Staff Editorial: College rankings are an increasingly meaningless metric

U.S. News & World Report came out with its annual rankings of colleges and universities, reigniting the ongoing debate over the validity of such designations. College rankings have become somewhat of a hallmark for the magazine and are eagerly awaited each fall, even though they tend to remain more or less the same. The algorithms used to determine where schools rank, however, are at best irrelevant and at worst detrimental to students applying to schools.

U.S. News & World Report’s rankings are designed to have the same rotation of schools like Princeton, Harvard and Yale at the top of the list. This should come as no surprise, given that “reputation” comprises 22.5 percent of the criteria used to determine a school’s ranking.
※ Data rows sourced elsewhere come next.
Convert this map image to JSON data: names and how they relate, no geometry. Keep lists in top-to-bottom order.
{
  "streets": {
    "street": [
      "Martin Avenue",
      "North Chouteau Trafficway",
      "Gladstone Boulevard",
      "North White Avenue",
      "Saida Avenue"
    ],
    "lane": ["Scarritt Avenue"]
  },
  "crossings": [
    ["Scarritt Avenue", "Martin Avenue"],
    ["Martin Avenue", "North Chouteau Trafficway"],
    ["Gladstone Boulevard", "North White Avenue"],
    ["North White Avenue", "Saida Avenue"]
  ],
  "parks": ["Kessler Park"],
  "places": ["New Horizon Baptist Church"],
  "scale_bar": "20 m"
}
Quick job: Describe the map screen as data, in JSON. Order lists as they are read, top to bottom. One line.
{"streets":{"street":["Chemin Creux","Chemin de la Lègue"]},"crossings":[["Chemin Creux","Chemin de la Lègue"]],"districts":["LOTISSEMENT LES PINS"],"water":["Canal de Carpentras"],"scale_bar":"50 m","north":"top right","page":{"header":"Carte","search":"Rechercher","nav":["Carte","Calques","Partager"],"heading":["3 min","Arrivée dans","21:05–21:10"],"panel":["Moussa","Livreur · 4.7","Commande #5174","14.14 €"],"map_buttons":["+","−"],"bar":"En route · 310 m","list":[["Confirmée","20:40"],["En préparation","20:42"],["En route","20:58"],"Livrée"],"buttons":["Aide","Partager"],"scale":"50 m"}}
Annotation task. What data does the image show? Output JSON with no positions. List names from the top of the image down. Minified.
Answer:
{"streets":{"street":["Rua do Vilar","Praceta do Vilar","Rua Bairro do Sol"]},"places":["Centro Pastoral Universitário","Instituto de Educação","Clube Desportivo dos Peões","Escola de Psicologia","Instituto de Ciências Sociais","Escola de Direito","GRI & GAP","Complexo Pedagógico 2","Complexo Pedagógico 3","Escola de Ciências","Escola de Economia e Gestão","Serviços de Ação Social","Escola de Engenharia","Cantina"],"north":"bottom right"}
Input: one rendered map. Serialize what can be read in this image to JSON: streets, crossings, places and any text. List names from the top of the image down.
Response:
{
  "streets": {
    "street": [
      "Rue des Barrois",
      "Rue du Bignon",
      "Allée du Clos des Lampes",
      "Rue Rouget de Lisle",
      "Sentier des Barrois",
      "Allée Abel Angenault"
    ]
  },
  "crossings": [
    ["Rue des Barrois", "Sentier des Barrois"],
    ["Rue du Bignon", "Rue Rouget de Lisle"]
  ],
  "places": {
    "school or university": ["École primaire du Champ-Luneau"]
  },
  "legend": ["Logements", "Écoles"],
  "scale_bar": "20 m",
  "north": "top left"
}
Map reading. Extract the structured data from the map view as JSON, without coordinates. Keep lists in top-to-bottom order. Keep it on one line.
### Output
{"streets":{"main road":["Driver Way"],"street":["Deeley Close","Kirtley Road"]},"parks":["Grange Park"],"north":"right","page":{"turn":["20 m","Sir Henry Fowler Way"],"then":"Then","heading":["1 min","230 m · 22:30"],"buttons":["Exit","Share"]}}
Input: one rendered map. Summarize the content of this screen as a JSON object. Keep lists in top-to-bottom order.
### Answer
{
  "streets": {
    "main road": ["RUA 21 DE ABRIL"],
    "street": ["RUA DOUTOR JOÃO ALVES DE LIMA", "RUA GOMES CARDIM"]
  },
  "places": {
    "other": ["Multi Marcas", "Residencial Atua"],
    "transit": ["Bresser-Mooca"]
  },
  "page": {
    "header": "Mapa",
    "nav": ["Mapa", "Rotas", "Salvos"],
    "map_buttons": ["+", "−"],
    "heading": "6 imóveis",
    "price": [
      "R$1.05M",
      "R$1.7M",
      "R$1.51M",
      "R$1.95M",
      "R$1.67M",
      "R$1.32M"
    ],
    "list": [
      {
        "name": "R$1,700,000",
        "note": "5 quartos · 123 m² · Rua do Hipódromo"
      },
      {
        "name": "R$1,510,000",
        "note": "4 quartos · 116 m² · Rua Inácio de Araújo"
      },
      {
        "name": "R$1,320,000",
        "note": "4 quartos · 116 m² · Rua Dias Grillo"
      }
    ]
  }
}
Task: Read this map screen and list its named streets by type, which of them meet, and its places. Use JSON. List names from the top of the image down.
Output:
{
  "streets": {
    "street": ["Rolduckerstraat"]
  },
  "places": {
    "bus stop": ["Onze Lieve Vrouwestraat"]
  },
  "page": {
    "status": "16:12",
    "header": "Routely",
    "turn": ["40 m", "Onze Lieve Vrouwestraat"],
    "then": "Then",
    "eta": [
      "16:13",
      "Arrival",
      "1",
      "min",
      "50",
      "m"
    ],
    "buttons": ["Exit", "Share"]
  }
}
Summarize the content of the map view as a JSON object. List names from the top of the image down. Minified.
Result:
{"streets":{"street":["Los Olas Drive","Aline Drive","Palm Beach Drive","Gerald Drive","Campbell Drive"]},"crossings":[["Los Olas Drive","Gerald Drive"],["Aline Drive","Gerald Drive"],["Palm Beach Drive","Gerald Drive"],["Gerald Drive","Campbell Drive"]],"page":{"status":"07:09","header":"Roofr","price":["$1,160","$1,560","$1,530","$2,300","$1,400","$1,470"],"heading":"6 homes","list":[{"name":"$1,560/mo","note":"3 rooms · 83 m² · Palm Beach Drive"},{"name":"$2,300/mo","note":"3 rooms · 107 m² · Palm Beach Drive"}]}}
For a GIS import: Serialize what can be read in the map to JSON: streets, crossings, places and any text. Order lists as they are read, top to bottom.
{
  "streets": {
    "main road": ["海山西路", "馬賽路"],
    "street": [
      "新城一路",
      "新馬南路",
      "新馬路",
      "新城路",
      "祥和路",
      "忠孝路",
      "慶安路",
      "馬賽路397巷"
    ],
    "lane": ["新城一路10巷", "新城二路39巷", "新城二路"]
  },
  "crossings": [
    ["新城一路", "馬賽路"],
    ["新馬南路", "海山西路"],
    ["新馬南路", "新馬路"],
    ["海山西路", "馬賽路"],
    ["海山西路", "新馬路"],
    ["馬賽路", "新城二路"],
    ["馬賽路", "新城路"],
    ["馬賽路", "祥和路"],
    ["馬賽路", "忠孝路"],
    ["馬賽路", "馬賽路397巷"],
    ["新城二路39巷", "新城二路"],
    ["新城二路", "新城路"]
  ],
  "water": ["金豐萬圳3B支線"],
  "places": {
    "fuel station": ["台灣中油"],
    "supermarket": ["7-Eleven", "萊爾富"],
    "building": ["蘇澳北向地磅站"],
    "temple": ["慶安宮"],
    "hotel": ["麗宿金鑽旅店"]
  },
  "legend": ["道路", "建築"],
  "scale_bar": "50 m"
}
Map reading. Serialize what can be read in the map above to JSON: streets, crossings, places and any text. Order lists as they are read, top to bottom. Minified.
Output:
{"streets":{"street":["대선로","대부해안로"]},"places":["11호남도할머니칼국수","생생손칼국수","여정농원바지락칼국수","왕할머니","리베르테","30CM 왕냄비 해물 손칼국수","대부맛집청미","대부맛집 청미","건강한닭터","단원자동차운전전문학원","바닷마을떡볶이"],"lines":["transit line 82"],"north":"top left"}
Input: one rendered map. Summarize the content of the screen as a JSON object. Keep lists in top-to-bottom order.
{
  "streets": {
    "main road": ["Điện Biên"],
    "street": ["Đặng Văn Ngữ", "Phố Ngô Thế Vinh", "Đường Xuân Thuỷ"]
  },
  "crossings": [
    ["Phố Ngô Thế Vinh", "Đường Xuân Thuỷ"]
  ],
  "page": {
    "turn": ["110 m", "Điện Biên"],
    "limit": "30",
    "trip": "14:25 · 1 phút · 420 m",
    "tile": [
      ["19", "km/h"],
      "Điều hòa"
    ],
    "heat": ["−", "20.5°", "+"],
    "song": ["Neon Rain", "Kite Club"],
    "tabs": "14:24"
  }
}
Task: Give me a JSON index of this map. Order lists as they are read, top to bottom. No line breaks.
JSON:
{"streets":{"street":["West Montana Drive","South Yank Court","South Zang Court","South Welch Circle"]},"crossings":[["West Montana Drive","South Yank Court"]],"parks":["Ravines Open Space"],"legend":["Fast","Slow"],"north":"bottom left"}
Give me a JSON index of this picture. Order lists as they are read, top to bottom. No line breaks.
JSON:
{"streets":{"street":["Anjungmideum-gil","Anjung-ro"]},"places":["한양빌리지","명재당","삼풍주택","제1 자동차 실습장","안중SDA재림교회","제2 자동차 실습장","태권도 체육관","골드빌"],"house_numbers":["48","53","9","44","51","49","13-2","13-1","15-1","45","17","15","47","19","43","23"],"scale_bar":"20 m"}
The perceived legitimacy of the magazine’s rankings are affirmed by the presence of such schools, while these schools’ reputations are bolstered by landing at the top of the list, a type of “circular logic” as described by Nicholas Thompson of The Washington Monthly.

The rankings put quite a bit of stock in selectivity, so much so that schools are motivated to encourage as many people to apply as possible, knowing that they will not accept most of them. Graduation and retention rates figure prominently as well, giving private schools with predominantly wealthy student bodies a heavy advantage over public schools.

Furthermore, the rankings place stock in amount of money spent per student. In an effort to land atop the list, schools will spend freely, forcing higher tuition rates and making it difficult for low-income students to graduate without staggering debt.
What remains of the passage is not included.